TASK PROMPT: In this exercise, set down every entry that follows exactly as it appears.

RECORDED INFORMATION:

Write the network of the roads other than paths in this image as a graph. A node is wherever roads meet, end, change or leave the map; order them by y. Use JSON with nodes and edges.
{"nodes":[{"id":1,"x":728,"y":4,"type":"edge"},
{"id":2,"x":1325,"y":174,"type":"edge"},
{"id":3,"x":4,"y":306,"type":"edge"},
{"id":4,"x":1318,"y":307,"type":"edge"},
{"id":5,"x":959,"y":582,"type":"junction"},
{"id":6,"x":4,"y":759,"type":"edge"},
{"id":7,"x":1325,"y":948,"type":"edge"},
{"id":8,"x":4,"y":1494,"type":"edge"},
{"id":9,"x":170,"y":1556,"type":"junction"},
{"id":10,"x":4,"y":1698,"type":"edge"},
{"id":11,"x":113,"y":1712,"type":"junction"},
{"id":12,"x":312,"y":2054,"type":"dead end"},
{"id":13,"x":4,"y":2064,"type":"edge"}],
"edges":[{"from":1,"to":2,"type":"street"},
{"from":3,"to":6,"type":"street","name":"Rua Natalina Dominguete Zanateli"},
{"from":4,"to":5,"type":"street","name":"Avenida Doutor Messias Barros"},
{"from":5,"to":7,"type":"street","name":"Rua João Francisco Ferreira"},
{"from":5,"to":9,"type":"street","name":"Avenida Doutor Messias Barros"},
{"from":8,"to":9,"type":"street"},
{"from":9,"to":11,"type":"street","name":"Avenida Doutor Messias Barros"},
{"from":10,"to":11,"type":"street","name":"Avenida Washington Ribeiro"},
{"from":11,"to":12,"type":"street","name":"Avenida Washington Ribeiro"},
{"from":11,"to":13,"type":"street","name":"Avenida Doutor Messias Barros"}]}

ANSWER SPACE:
Write the network of the roads other than paths in this image as a graph. A node is wherever roads meet, end, change or leave the map; order them by y. Use JSON with nodes and edges.
{"nodes":[{"id":1,"x":728,"y":4,"type":"edge"},
{"id":2,"x":1325,"y":174,"type":"edge"},
{"id":3,"x":4,"y":306,"type":"edge"},
{"id":4,"x":1318,"y":307,"type":"edge"},
{"id":5,"x":959,"y":582,"type":"junction"},
{"id":6,"x":4,"y":759,"type":"edge"},
{"id":7,"x":1325,"y":948,"type":"edge"},
{"id":8,"x":4,"y":1494,"type":"edge"},
{"id":9,"x":170,"y":1556,"type":"junction"},
{"id":10,"x":4,"y":1698,"type":"edge"},
{"id":11,"x":113,"y":1712,"type":"junction"},
{"id":12,"x":312,"y":2054,"type":"dead end"},
{"id":13,"x":4,"y":2064,"type":"edge"}],
"edges":[{"from":1,"to":2,"type":"street"},
{"from":3,"to":6,"type":"street","name":"Rua Natalina Dominguete Zanateli"},
{"from":4,"to":5,"type":"street","name":"Avenida Doutor Messias Barros"},
{"from":5,"to":7,"type":"street","name":"Rua João Francisco Ferreira"},
{"from":5,"to":9,"type":"street","name":"Avenida Doutor Messias Barros"},
{"from":8,"to":9,"type":"street"},
{"from":9,"to":11,"type":"street","name":"Avenida Doutor Messias Barros"},
{"from":10,"to":11,"type":"street","name":"Avenida Washington Ribeiro"},
{"from":11,"to":12,"type":"street","name":"Avenida Washington Ribeiro"},
{"from":11,"to":13,"type":"street","name":"Avenida Doutor Messias Barros"}]}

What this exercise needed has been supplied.